The FBI collects these data through the Uniform Crime Reporting (UCR) Program’s Hate Crime Statistics Program.

General comments

  • This table presents the number of hate crime offenses distributed by victim type and offense type.
  • The Hate Crime Statistics Program collects details about an offender’s bias motivation associated with 13 offense types already being reported to the UCR Program: murder and nonnegligent manslaughter, rape, aggravated assault, simple assault, intimidation, human trafficking—commercial sex acts, and human trafficking—involuntary servitude (crimes against persons); and robbery, burglary, larceny-theft, motor vehicle theft, arson, and destruction/damage/vandalism (crimes against property). The law enforcement agencies that participate in the UCR Program via the National Incident-Based Reporting System (NIBRS) collect data about additional offenses for crimes against persons and crimes against property. These data appear in Hate Crime Statistics in the category of other. Law enforcement agencies that submit their data via NIBRS also collect hate crime data about drug or narcotic offenses, gambling offenses, prostitution offenses, weapon law violations, and animal cruelty offenses, which are published in the category crimes against society.
  • In the Hate Crime Statistics Program, the victim of a hate crime may be an individual, a business/financial institution, a government entity, a religious organization, or society/public as a whole.
  • The victim type society/public is collected only in NIBRS.
  • The number of 2017 hate crime incidents for the state of Utah were over-reported because several Utah agencies incorrectly reported their hate crime numbers.

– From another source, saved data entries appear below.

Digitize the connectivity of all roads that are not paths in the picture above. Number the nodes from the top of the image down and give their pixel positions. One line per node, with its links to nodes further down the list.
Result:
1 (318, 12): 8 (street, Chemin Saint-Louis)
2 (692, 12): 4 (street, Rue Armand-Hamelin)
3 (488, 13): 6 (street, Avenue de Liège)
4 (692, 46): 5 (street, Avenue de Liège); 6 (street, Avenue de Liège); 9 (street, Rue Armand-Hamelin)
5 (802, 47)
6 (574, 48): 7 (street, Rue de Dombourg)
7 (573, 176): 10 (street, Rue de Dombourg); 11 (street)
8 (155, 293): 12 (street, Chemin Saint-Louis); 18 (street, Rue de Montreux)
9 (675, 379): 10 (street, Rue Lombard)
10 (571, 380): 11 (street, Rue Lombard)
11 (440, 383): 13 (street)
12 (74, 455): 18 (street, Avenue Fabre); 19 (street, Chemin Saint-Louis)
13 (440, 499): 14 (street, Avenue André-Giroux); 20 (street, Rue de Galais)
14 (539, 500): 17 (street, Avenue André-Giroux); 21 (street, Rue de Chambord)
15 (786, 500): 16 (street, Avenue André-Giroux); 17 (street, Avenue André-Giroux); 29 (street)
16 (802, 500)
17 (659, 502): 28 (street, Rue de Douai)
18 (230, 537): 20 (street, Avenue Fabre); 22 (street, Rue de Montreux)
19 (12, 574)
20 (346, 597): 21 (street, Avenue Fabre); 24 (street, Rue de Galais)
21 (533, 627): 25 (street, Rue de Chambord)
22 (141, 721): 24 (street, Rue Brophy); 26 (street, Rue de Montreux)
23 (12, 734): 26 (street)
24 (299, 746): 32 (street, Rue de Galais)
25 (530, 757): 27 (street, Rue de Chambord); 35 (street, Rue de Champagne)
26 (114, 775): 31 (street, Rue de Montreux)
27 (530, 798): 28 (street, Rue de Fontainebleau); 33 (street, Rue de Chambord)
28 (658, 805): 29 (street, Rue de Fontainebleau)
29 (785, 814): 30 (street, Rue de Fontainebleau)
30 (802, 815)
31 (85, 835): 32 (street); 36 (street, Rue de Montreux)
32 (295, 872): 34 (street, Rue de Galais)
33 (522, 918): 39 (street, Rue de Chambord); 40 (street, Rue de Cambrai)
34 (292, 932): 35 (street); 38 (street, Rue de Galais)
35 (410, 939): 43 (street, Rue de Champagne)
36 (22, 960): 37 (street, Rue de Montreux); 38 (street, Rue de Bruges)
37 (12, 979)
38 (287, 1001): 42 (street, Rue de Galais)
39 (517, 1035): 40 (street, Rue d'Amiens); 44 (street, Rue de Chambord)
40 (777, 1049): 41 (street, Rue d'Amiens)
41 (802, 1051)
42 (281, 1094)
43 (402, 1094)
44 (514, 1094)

This was discovered after the hate crime tables had been built. Consequently, the FBI was unable to make the necessary corrections in the Hate Crime Statistics, 2017, publication. However, the corrected data will appear on the Crime Data Explorer at a later date.

Methodology

The data used in creating this table were from all law enforcement agencies submitting one or more hate crime incidents for at least 1 month of the calendar year. The published data, therefore, do not necessarily represent reports from each participating agency for all 12 months (or 4 quarters) of the calendar year.